Two syllabi: Digital Humanities and Data Science in the Humanities.

When I began teaching graduate courses about digital humanities, I designed syllabi that tried to cover a little of everything.

I enjoyed teaching those courses, but if I’m being honest, it was a challenge to race from digital editing — to maps and networks — to distant reading — to critical reflection on the concept of DH itself. It was even harder to cover that range of topics while giving students meaningful hands-on experience.

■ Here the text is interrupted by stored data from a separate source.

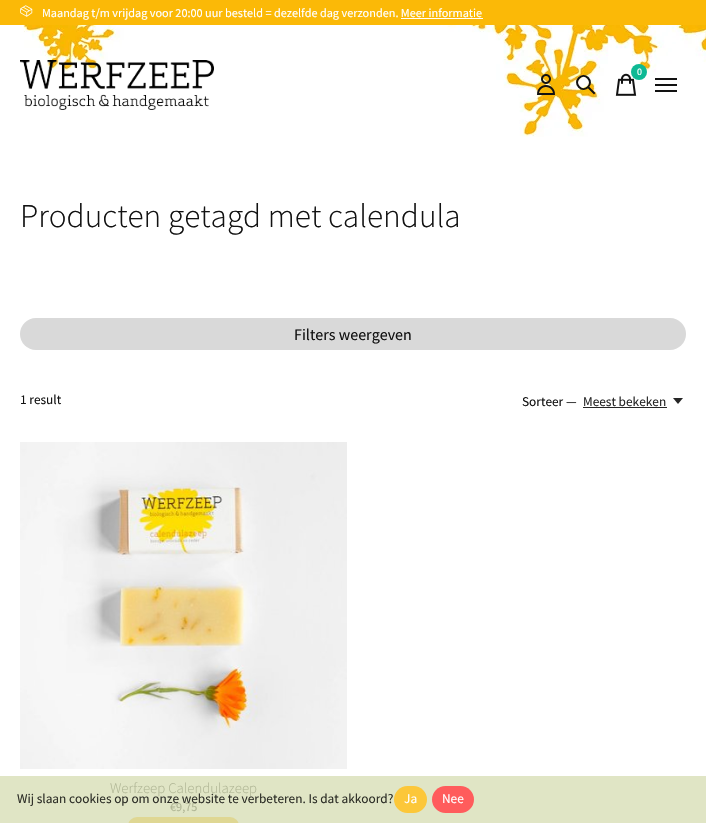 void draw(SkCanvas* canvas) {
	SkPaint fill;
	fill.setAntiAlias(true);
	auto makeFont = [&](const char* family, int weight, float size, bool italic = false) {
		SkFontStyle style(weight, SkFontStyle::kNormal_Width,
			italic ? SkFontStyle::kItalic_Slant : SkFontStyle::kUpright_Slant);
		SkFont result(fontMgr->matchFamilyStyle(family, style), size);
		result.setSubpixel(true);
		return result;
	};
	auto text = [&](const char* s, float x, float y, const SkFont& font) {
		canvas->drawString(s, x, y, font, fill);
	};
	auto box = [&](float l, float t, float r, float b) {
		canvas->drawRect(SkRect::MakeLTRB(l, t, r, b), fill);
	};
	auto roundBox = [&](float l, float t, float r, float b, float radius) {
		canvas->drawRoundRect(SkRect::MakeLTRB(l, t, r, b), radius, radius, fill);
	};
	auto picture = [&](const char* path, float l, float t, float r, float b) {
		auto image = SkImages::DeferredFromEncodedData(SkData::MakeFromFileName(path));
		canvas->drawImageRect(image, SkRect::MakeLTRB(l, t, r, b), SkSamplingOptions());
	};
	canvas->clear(0xFFFFFFFF);
	fill.setColor(0xFFE0E5C5);
	box(0, 776, 706, 823);
	fill.setColor(0xFFFBB907);
	box(0, 0, 706, 25);
	picture("image0.png", 20, 5, 33, 17);
	fill.setColor(0xFFFFFFFF);
	box(401, 18, 483, 19);
	picture("image1.png", 23, 25, 706, 137);
	picture("image2.png", 20, 60, 214, 110);
	picture("image3.png", 615, 73, 637, 96);
	fill.setColor(0xFF0EB994);
	canvas->drawCircle(639, 72, 8, fill);
	picture("image4.png", 537, 74, 555, 95);
	fill.setStyle(SkPaint::kStroke_Style);
	fill.setStrokeWidth(2);
	fill.setStrokeCap(SkPaint::kSquare_Cap);
	fill.setColor(0xFF121212);
	canvas->drawPath(SkPathBuilder().moveTo(588, 87).lineTo(594, 93).moveTo(588, 78).cubicTo(594, 84, 585, 93, 579, 87).cubicTo(573, 81, 582, 72, 588, 78).detach(), fill);
	fill.setStyle(SkPaint::kFill_Style);
	box(655, 78, 677, 80);
	box(655, 84, 677, 86);
	box(655, 90, 677, 92);
	fill.setColor(0xFFD9D9D9);
	roundBox(20, 318, 686, 350, 16);
	fill.setColor(0xFF262626);
	box(583, 407, 667, 408);
	canvas->drawPath(SkPathBuilder().moveTo(673, 398).lineTo(678, 404).lineTo(683, 398).close().detach(), fill);
	picture("image5.png", 20, 442, 347, 769);
	fill.setColor(0xFFDFD793);
	roundBox(128, 817, 239, 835, 12);
	fill.setColor(0xFFFCC739);
	roundBox(394, 786, 427, 813, 13.5f);
	fill.setColor(0xFFFF5C5C);
	roundBox(432, 786, 474, 813, 13.5f);
	auto font1 = makeFont("Source Sans Pro", 400, 12.2f);
	fill.setColor(0xFFFFFFFF);
	text("Maandag t/m vrijdag voor 20:00 uur besteld = dezelfde dag verzonden. Meer informatie", 42, 17, font1);
	auto font2 = makeFont("Source Sans Pro", 400, 10);
	text("0", 637, 75, font2);
	auto font3 = makeFont("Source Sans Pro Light", 300, 33.25f);
	fill.setColor(0xFF121212);
	text("Producten getagd met calendula", 20, 227, font3);
	auto font4 = makeFont("Source Sans Pro", 400, 16);
	text("Filters weergeven", 294, 340, font4);
	auto font5 = makeFont("Source Sans Pro", 400, 13.3f);
	text("1 result", 20, 404, font5);
	text("Sorteer —", 522, 406, font5);
	fill.setColor(0xFF262626);
	text("Meest bekeken", 583, 406, font5);
	auto font6 = makeFont("Source Sans Pro Light", 300, 14.75f);
	fill.setColor(0xFFB0B695);
	text("Werfzeep Calendulazeep", 110, 793, font6);
	text("€9,75", 170, 811, font1);
	fill.setColor(0xFF2D2E27);
	text("Wij slaan cookies op om onze website te verbeteren. Is dat akkoord?", 17, 803, font5);
	fill.setColor(0xFFFFFFFF);
	text("Ja", 404, 803, font5);
	text("Nee", 442, 803, font5);
}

The solution, obviously, was to break the subject into more than one course. But I didn’t know how to do that within an English graduate curriculum. Many students are interested in learning about “digital humanities,” because a lot of debate has swirled around that broad rubric. I think the specific fields of inquiry grouped under the rubric actually make better-sized topics for a course, but they don’t have the same kind of name recognition, and courses on those topics don’t enroll as heavily.

This problem became easier to solve when part of my job moved into the School of Information Sciences. Many aspects of digital humanities — from social reflection on information technology to data mining — are already represented in the curriculum here. So I could divide DH into parts, and still have confidence that students would recognize those parts and understand how each part fit into an existing program of study.

This year I’ve taught two courses in the LIS curriculum. I’m sharing syllabi for both at once so I can also describe the contrast between them.

1. The first of the two, “Digital Humanities” (syllabus), is fundamentally a survey of DH as a social phenomenon, with special emphasis on the role of academic libraries and librarians — since that is likely to be a career path that many MLIS students are considering. The course covers a wide range of humanistic themes and topics, but doesn’t go very deeply into hands-on exploration of methods.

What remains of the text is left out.